Random Facts and Cocktails

This is the story of how random facts and cocktails will go together at our wedding.  It looks a little something like this.

{and it looks SO much better when I don't have to remove our names.  *sigh*}

Before I get to the tutorial, a few caveats.  #1: I shamelessly stole the layout design from Mrs. Cupcake on Weddingbee, so I want to give full credit where it's due.  #2:  I used a Gocco for this, and the materials for Gocco have gotten crazy expensive since they're no longer being manufactured.  I'm sure there are other ways to do this such as the Yudu, but I have no experience with it.  #3:  I avoided this project for a while because I worried it wouldn't work and/or that it would take too long, but in actuality it took me about 2 hours to lay out the design, less than 30 minutes to burn the screens, and about 2 hours to print the napkins.  That was it!  Seriously my shortest project yet.

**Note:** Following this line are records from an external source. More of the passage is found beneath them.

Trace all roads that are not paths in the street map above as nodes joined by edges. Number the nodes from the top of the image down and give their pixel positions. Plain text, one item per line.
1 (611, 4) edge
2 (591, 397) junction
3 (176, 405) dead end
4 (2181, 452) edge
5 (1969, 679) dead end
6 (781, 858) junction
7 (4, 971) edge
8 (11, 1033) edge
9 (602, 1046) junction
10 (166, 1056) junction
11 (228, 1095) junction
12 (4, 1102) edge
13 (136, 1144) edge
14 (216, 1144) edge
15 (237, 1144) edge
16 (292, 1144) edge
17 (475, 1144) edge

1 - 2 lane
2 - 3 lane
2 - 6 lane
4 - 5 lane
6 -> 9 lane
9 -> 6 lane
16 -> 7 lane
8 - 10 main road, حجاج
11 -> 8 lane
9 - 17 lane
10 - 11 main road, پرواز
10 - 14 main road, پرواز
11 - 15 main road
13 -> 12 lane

First step:  Get the image ready for the Gocco.  I used Photoshop Elements to lay out the design, and I sized each fact to be less than 3.5" by 2.75" so I could preserve precious Gocco resources by fitting two facts on each screen.  Once printed, the design needs to be photocopied so that the image will be carbon-based (which is what the Gocco needs in order to burn a screen).  I used the "artwork clean-up method" to "remove excess carbon" from your copy, and all that means is I put a piece of parchment paper on top of the copy and then I ironed it.  I have no idea if this helps or not, but I wasn't taking any chances. 

Second step:  Burn the screens.  I used a white 4x6 piece of paper on top of the Gocco pad to lay out the two facts I wanted to burn on the screen.  Slide the blue filter into the Gocco first (because you're burning a photocopy), then the unburned screen.  When you close the lid you can look through the window to ensure the layout looks the way you want it to.  If everything looks good, insert your bulbs into the bulb housing and lower the housing onto the top of the Gocco.  Recruit your partner to do the exciting work of pressing down firmly on the lid of the Gocco until you see a flash.  Remove the bulb housing and be sure both bulbs flashed.  (They'll be brown and hazy.)  When you raise the lid, you'll see that the image is now stuck to the screen.  Carefully peel it off and admire your burned screen.


Third Step:  Prepare the screen for printing.  When I looked closely at my screen, I saw a tiny area where the screen hadn't properly burned away.  You'll be able to recognize this because part of your image will still be shiny rather than matte.  In the image below, see how the leg of the M isn't burned?  You can fix this by oh-so-carefully using a straight pin to scratch away the coating. 


Raise the clear sheet and apply ink block to the screen.  Ink block is supposed to keep one color from bleeding into another, but I also use it to save ink by keeping the ink from spreading out too far.  So I just wrap the ink block around the image and through any unused space.  Now choose your ink color.  We spread some potential ink colors onto one of our blue cocktail napkins to get a sense for the contrast level between ink and napkin.  Although I thought we'd love the grays, we ended up choosing the black and I was really happy with how it turned out. 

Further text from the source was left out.